» **Instructions for the task**
Which lines of the entries below include "main"? List them all.

Dataset entries:
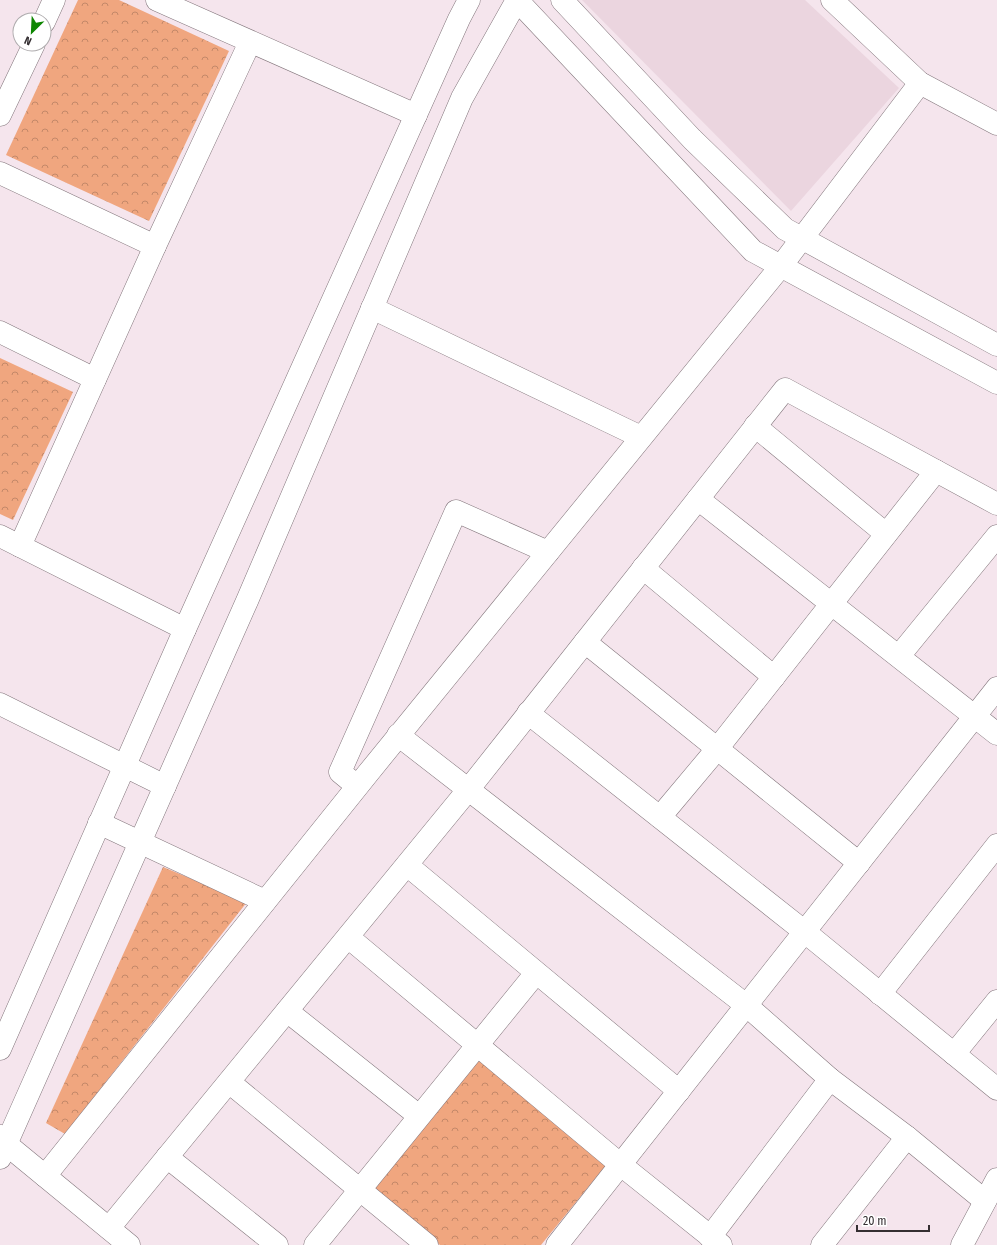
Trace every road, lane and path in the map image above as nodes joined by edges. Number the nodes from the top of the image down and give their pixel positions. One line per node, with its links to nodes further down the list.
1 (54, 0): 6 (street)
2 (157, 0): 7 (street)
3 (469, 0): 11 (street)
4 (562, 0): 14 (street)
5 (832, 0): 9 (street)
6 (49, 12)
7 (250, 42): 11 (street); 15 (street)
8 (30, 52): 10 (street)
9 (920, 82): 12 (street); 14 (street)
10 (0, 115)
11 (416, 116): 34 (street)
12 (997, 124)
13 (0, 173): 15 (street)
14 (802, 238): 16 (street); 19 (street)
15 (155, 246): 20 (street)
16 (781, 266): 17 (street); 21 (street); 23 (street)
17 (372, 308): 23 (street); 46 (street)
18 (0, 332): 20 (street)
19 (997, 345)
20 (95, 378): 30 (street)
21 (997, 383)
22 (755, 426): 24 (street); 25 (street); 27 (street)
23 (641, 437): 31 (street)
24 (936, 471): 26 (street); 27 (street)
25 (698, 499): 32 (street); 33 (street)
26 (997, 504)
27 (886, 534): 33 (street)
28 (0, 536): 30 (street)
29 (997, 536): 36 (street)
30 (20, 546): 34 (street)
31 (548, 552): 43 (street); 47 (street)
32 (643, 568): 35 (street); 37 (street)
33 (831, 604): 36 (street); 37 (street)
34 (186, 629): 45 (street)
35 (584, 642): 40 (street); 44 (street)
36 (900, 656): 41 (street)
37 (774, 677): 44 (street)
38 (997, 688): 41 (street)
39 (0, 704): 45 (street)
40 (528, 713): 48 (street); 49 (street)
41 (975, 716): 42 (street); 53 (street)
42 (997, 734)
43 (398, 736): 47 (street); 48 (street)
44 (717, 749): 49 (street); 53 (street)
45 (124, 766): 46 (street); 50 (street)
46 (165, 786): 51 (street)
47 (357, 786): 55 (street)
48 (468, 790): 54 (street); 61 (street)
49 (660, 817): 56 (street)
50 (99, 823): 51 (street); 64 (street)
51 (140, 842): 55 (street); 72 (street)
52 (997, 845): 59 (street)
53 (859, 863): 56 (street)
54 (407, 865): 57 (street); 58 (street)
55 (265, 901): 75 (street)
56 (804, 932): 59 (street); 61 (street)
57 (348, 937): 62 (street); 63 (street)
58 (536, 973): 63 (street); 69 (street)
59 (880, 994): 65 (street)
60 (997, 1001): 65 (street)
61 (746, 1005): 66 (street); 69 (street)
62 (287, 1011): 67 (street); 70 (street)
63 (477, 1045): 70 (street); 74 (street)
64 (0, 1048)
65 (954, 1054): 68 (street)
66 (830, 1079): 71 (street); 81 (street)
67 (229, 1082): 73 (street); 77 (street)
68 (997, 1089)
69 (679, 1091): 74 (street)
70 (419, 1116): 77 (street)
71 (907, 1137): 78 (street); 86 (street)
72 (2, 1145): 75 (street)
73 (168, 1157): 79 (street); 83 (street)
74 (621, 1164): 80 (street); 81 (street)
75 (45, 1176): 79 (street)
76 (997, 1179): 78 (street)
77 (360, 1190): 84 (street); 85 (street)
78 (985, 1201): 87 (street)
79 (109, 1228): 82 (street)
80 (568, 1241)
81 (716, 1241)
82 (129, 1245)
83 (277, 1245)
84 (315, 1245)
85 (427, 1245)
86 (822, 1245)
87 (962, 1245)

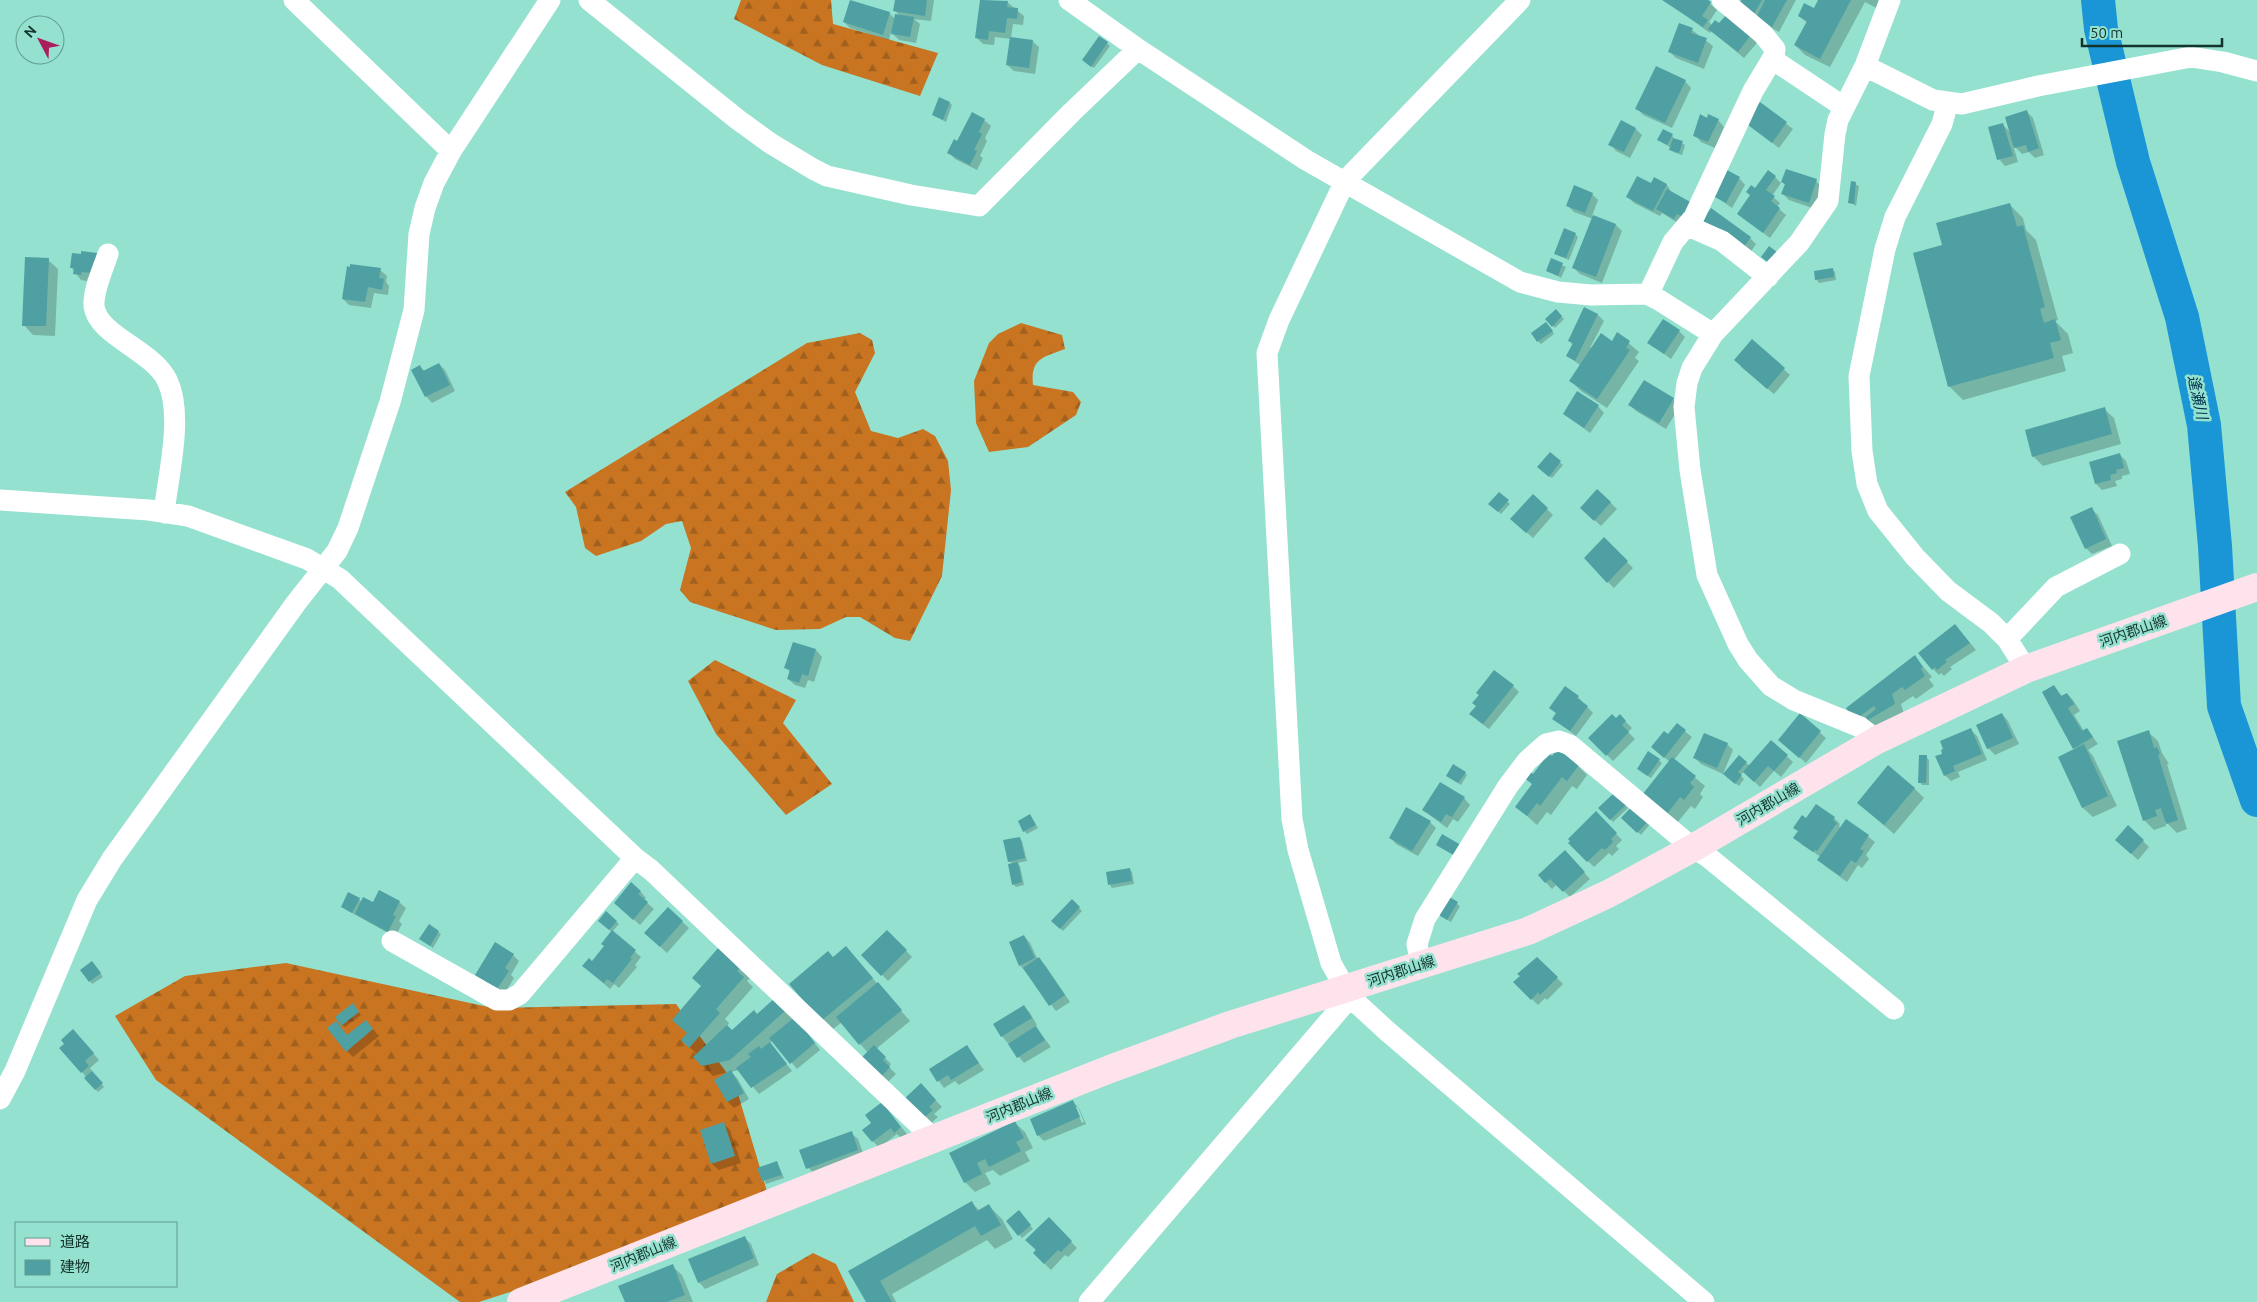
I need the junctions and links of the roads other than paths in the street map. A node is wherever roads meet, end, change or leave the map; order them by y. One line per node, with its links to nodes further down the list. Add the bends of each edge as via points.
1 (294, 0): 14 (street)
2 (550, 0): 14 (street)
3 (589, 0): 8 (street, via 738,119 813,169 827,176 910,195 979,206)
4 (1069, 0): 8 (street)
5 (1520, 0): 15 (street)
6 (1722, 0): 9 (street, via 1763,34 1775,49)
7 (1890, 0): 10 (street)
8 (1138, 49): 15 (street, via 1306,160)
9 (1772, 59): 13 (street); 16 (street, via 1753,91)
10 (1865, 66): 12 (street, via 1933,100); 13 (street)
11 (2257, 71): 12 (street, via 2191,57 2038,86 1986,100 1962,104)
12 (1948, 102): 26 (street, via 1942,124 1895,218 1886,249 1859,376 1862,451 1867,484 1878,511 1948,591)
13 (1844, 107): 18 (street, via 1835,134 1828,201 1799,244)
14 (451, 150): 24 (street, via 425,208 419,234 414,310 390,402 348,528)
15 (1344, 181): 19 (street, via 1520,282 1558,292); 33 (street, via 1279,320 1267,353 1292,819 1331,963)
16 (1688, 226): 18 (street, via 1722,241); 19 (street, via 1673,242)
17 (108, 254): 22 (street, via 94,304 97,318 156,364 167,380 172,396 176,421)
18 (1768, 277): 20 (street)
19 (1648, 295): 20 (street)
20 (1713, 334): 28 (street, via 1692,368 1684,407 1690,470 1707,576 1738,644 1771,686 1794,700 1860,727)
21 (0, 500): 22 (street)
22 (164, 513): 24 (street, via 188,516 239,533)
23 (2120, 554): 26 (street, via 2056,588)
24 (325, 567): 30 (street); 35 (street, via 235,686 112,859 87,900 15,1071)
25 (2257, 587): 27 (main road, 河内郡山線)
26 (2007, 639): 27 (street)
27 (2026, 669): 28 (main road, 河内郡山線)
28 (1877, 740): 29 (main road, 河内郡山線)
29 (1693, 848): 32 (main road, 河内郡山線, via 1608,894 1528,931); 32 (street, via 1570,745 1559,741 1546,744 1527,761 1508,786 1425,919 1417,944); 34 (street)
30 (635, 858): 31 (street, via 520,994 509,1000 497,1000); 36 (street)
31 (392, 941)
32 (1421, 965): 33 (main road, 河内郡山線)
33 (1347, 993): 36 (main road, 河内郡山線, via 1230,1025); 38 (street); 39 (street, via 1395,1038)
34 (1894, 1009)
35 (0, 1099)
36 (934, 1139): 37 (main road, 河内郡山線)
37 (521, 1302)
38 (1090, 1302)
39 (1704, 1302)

» **Response to this task**
25 (2257, 587): 27 (main road, 河内郡山線)
27 (2026, 669): 28 (main road, 河内郡山線)
28 (1877, 740): 29 (main road, 河内郡山線)
29 (1693, 848): 32 (main road, 河内郡山線, via 1608,894 1528,931); 32 (street, via 1570,745 1559,741 1546,744 1527,761 1508,786 1425,919 1417,944); 34 (street)
32 (1421, 965): 33 (main road, 河内郡山線)
33 (1347, 993): 36 (main road, 河内郡山線, via 1230,1025); 38 (street); 39 (street, via 1395,1038)
36 (934, 1139): 37 (main road, 河内郡山線)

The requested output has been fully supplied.